1. Focus on your credit score


FICO credit scores are among the most frequently used credit scores, and range from 350-800 (the higher, the better). A consumer with a credit score of 750 or higher is considered to have excellent credit, while a consumer with a credit score below 600 is considered to have poor credit.


To qualify for a mortgage and get a low mortgage rate, your credit score matters.


Each credit bureau collects information on your credit history and develops a credit score that lenders use to assess your riskiness as a borrower. If you find an error, you should report it to the credit bureau immediately so that it can be corrected.

2. Manage your debt-to-income ratio


Many lenders evaluate your debt-to-income ratio when making credit decisions, which could impact the interest rate you receive.

A debt-to-income ratio is your monthly debt payments as a percentage of your monthly income. Lenders focus on this ratio to determine whether you have enough excess cash to cover your living expenses plus your debt obligations.

Since a debt-to-income ratio has two components (debt and income), the best way to lower your debt-to-income ratio is to:

  1. repay the existing debt;
  2. earn more income; or
  3. do both

3. Pay attention to your payments


Simply put, lenders want to lend to financially responsible borrowers.


Your payment history is one of the largest components of your credit score. To ensure on-time payments, set up autopay for all your accounts so the funds are directly debited each month.


FICO scores are weighted more heavily by recent payments so your future matters more than your past.


In particular, make sure to:

  1. Pay off the balance if you have a delinquent payment
  2. Don’t skip any payments
  3. Make all payments on time

4. Get pre-approved for a mortgage


Too many people find their home and then get a Mortgage Preapproval.


Switch it.

Get pre-approved with a lender first. Then, you’ll know how much home you can afford.

To Get Pre Approved for a Home Loan, lenders will look at your income, assets, credit profile, and employment, among other documents.


5. Keep credit utilization low


Lenders also evaluate your credit card utilization, or your monthly credit card spending as a percentage of your credit limit.


Ideally, your credit utilization should be less than 30%. If you can keep it less than 10%, even better.


For example, if you have a $10,000 credit limit on your credit card and spent $3,000 this month, your credit utilization is 30%.
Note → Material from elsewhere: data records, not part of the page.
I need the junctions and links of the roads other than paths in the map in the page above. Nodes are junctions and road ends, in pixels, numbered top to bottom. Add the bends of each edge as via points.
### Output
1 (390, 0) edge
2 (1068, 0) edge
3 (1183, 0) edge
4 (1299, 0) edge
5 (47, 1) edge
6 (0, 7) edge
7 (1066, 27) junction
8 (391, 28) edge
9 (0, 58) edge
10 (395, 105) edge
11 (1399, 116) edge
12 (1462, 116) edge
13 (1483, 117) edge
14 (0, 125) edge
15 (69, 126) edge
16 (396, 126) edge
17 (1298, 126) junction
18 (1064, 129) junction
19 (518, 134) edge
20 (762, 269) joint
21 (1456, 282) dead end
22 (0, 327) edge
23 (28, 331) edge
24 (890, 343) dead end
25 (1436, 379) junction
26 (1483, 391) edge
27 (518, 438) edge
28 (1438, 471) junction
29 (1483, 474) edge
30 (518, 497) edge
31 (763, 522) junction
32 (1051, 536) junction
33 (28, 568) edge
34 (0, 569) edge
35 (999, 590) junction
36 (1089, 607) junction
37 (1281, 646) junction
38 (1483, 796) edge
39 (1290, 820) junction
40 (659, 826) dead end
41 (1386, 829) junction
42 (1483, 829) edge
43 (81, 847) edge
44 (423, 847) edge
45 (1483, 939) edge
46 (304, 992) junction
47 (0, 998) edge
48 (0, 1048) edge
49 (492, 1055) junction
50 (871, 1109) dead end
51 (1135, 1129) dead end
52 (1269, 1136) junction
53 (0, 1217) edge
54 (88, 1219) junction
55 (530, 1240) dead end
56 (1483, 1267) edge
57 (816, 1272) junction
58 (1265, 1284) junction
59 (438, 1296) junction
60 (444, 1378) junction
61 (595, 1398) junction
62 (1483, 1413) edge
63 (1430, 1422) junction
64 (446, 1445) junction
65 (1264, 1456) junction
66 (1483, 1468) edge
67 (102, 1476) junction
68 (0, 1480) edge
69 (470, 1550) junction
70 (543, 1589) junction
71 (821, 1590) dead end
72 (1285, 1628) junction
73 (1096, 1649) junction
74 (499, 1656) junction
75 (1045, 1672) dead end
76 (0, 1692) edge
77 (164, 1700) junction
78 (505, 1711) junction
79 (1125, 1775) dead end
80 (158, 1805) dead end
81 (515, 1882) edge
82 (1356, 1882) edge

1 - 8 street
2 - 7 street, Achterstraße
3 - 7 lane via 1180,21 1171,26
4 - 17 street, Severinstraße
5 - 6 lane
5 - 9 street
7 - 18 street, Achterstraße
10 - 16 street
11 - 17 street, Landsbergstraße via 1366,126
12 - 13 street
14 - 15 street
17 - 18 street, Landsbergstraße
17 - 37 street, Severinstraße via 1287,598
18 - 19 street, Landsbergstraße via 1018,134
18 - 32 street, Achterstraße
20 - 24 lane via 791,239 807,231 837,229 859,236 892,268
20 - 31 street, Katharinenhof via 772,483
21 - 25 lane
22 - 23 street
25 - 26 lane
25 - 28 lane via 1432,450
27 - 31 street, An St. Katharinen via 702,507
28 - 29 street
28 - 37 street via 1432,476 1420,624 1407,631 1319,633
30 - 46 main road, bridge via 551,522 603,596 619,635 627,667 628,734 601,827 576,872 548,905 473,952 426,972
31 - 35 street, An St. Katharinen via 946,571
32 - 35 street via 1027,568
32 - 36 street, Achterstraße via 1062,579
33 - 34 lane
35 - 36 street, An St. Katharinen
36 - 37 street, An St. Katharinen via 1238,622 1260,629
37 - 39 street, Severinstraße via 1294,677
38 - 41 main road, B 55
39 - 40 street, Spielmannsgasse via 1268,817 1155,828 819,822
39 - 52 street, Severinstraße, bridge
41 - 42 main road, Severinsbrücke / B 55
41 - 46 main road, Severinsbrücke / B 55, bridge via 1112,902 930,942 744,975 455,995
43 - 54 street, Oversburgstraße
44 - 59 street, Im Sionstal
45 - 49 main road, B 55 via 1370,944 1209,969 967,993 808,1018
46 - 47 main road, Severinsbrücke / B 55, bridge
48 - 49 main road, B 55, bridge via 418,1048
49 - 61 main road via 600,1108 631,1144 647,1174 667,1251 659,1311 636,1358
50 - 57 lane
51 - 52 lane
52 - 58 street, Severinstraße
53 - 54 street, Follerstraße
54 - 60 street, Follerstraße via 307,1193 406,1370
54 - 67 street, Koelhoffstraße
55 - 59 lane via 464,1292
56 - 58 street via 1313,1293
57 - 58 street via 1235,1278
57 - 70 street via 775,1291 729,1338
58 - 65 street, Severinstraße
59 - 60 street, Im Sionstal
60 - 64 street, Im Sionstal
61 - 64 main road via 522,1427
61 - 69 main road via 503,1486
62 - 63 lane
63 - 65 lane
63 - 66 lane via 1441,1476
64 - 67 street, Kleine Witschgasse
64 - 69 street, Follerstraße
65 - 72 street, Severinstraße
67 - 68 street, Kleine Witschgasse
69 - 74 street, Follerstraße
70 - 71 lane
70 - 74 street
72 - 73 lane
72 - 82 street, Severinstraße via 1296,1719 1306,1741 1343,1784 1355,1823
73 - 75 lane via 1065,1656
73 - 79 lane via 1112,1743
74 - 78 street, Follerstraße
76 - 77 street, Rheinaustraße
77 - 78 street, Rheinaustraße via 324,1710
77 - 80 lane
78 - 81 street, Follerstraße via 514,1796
Here are some ways to manage your credit card utilization:

  1. set up automatic balance alerts to monitor credit utilization
  2. ask your lender to raise your credit limit (this may involve a hard credit pull so check with your lender first)
  3. pay off your balance multiple times a month to reduce your credit utilization

6. Look for down payment assistance


There are various types of down payment assistance, even if you have student loans.


Here are a few:

  1. FHA loans – federal loan through the Federal Housing Authority
  2. USDA loans – zero-down mortgages for rural and suburban homeowners
  3. VA loans – if military service

There are federal, state, and local assistance programs to buy a house as well so are on the lookout.